▶ Exercise directions
Copy out the full listing below as it stands, with its pictures left behind.

▶ Records to use
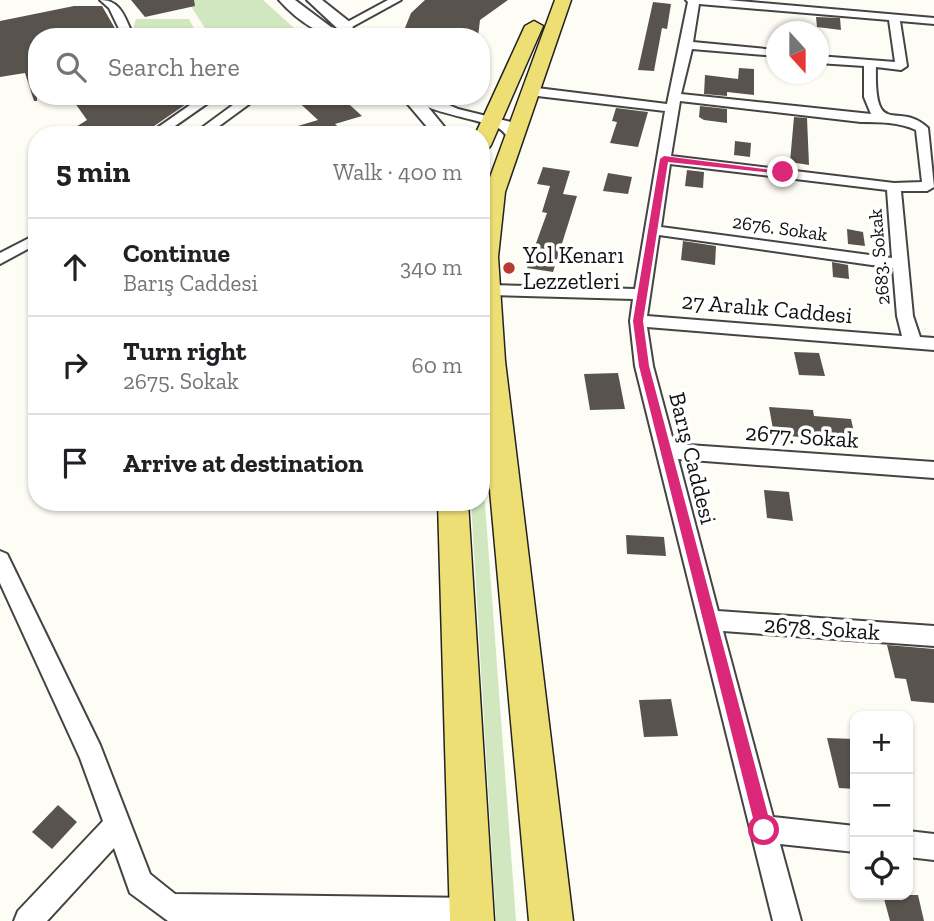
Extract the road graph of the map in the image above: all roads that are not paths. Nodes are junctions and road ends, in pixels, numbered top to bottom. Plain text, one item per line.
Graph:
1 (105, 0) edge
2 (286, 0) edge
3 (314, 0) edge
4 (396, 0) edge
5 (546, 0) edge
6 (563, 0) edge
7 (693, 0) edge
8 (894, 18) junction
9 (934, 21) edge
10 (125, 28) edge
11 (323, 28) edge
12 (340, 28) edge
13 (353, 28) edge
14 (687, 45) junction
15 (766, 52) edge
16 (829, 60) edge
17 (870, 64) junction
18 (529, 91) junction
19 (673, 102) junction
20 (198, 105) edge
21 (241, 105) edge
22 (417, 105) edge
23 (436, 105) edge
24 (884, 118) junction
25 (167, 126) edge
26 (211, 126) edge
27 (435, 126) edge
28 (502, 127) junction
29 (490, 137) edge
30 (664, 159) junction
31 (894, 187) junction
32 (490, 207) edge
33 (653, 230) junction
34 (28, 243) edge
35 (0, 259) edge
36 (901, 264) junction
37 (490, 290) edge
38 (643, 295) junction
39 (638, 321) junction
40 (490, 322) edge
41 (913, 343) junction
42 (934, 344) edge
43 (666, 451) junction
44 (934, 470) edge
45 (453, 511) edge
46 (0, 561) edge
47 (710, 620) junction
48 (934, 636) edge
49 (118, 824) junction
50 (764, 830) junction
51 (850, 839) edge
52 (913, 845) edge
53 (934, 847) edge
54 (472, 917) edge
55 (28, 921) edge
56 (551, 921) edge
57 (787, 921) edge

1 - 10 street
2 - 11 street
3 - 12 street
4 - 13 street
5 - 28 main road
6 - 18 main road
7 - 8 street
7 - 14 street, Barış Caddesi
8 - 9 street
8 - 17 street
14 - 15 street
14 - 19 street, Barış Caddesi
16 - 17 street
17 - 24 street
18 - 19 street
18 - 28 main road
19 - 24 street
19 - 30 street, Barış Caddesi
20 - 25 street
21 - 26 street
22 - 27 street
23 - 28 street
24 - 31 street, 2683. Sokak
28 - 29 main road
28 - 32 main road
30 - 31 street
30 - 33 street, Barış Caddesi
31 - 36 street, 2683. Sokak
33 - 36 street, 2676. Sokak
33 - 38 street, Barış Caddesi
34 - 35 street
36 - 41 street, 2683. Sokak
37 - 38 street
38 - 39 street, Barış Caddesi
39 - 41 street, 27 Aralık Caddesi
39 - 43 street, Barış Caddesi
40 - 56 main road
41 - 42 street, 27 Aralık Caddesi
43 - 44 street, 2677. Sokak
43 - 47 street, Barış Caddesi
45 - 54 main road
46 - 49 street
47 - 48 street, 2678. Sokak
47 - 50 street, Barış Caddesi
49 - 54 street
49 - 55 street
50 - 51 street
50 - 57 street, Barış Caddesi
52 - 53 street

▶ Answer box
Extract the road graph of the map in the image above: all roads that are not paths. Nodes are junctions and road ends, in pixels, numbered top to bottom. Plain text, one item per line.
Graph:
1 (105, 0) edge
2 (286, 0) edge
3 (314, 0) edge
4 (396, 0) edge
5 (546, 0) edge
6 (563, 0) edge
7 (693, 0) edge
8 (894, 18) junction
9 (934, 21) edge
10 (125, 28) edge
11 (323, 28) edge
12 (340, 28) edge
13 (353, 28) edge
14 (687, 45) junction
15 (766, 52) edge
16 (829, 60) edge
17 (870, 64) junction
18 (529, 91) junction
19 (673, 102) junction
20 (198, 105) edge
21 (241, 105) edge
22 (417, 105) edge
23 (436, 105) edge
24 (884, 118) junction
25 (167, 126) edge
26 (211, 126) edge
27 (435, 126) edge
28 (502, 127) junction
29 (490, 137) edge
30 (664, 159) junction
31 (894, 187) junction
32 (490, 207) edge
33 (653, 230) junction
34 (28, 243) edge
35 (0, 259) edge
36 (901, 264) junction
37 (490, 290) edge
38 (643, 295) junction
39 (638, 321) junction
40 (490, 322) edge
41 (913, 343) junction
42 (934, 344) edge
43 (666, 451) junction
44 (934, 470) edge
45 (453, 511) edge
46 (0, 561) edge
47 (710, 620) junction
48 (934, 636) edge
49 (118, 824) junction
50 (764, 830) junction
51 (850, 839) edge
52 (913, 845) edge
53 (934, 847) edge
54 (472, 917) edge
55 (28, 921) edge
56 (551, 921) edge
57 (787, 921) edge

1 - 10 street
2 - 11 street
3 - 12 street
4 - 13 street
5 - 28 main road
6 - 18 main road
7 - 8 street
7 - 14 street, Barış Caddesi
8 - 9 street
8 - 17 street
14 - 15 street
14 - 19 street, Barış Caddesi
16 - 17 street
17 - 24 street
18 - 19 street
18 - 28 main road
19 - 24 street
19 - 30 street, Barış Caddesi
20 - 25 street
21 - 26 street
22 - 27 street
23 - 28 street
24 - 31 street, 2683. Sokak
28 - 29 main road
28 - 32 main road
30 - 31 street
30 - 33 street, Barış Caddesi
31 - 36 street, 2683. Sokak
33 - 36 street, 2676. Sokak
33 - 38 street, Barış Caddesi
34 - 35 street
36 - 41 street, 2683. Sokak
37 - 38 street
38 - 39 street, Barış Caddesi
39 - 41 street, 27 Aralık Caddesi
39 - 43 street, Barış Caddesi
40 - 56 main road
41 - 42 street, 27 Aralık Caddesi
43 - 44 street, 2677. Sokak
43 - 47 street, Barış Caddesi
45 - 54 main road
46 - 49 street
47 - 48 street, 2678. Sokak
47 - 50 street, Barış Caddesi
49 - 54 street
49 - 55 street
50 - 51 street
50 - 57 street, Barış Caddesi
52 - 53 street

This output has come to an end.